### What to do
If a line below contains "where", count it; then state how many such lines there are, and nothing else.

### Information supplied
───

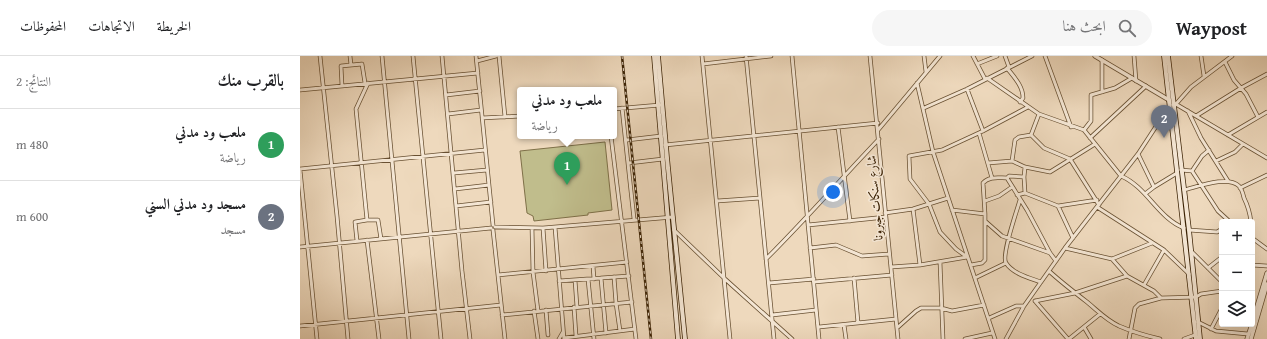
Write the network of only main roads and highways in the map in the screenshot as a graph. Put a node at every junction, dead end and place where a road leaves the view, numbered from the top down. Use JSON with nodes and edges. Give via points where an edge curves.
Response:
{"nodes":[{"id":1,"x":654,"y":56,"type":"edge"},
{"id":2,"x":658,"y":56,"type":"edge"},
{"id":3,"x":1164,"y":56,"type":"edge"},
{"id":4,"x":1168,"y":56,"type":"edge"},
{"id":5,"x":1172,"y":103,"type":"junction"},
{"id":6,"x":660,"y":105,"type":"junction"},
{"id":7,"x":1179,"y":172,"type":"junction"},
{"id":8,"x":1187,"y":229,"type":"junction"},
{"id":9,"x":1193,"y":297,"type":"junction"},
{"id":10,"x":1196,"y":337,"type":"edge"},
{"id":11,"x":678,"y":339,"type":"edge"},
{"id":12,"x":685,"y":339,"type":"edge"},
{"id":13,"x":1200,"y":339,"type":"edge"}],
"edges":[{"from":1,"to":6,"type":"main road"},
{"from":2,"to":6,"type":"main road"},
{"from":3,"to":5,"type":"main road"},
{"from":4,"to":5,"type":"main road"},
{"from":5,"to":7,"type":"main road"},
{"from":6,"to":11,"type":"main road"},
{"from":6,"to":12,"type":"main road"},
{"from":7,"to":8,"type":"main road"},
{"from":7,"to":8,"type":"main road","via":[[1184,190]]},
{"from":8,"to":9,"type":"main road"},
{"from":8,"to":9,"type":"main road","via":[[1191,250]]},
{"from":9,"to":10,"type":"main road"},
{"from":9,"to":13,"type":"main road"}]}
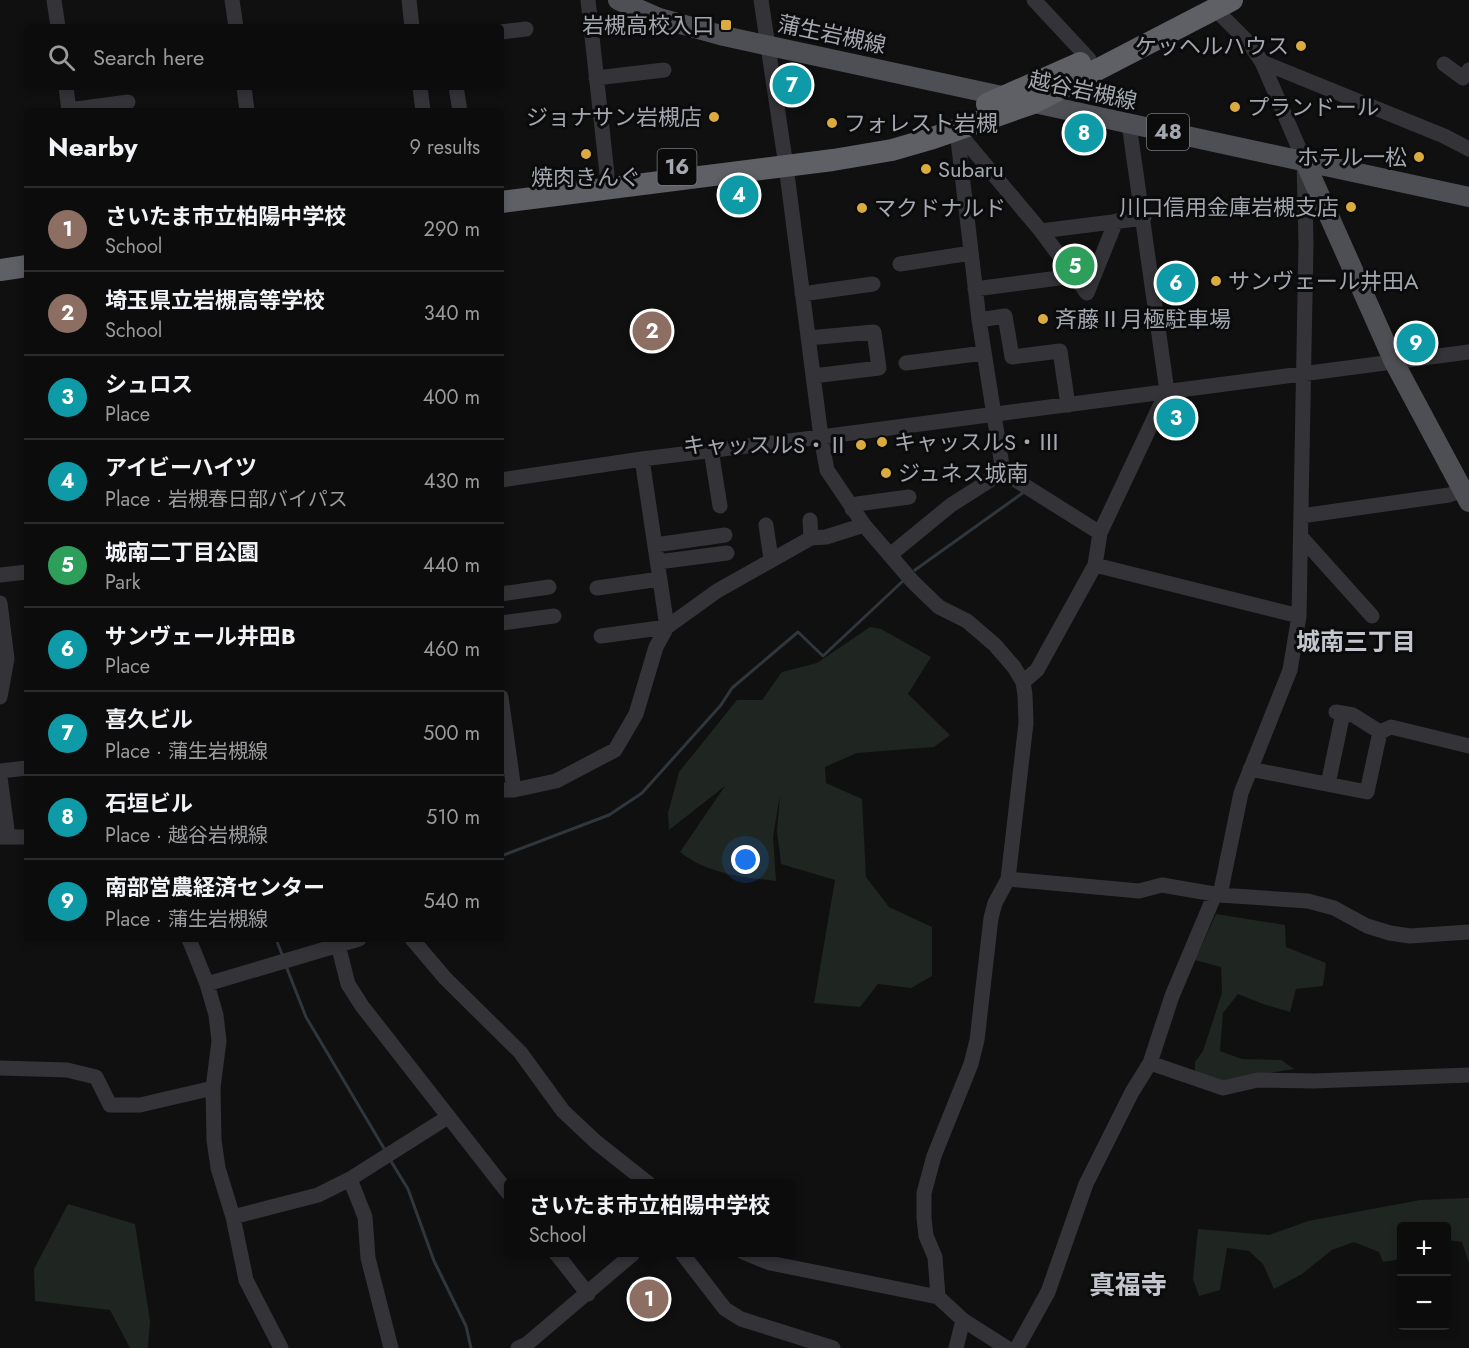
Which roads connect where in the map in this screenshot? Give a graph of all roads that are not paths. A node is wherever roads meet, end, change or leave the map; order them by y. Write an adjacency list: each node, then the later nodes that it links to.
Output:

───

### Answer to this problem
2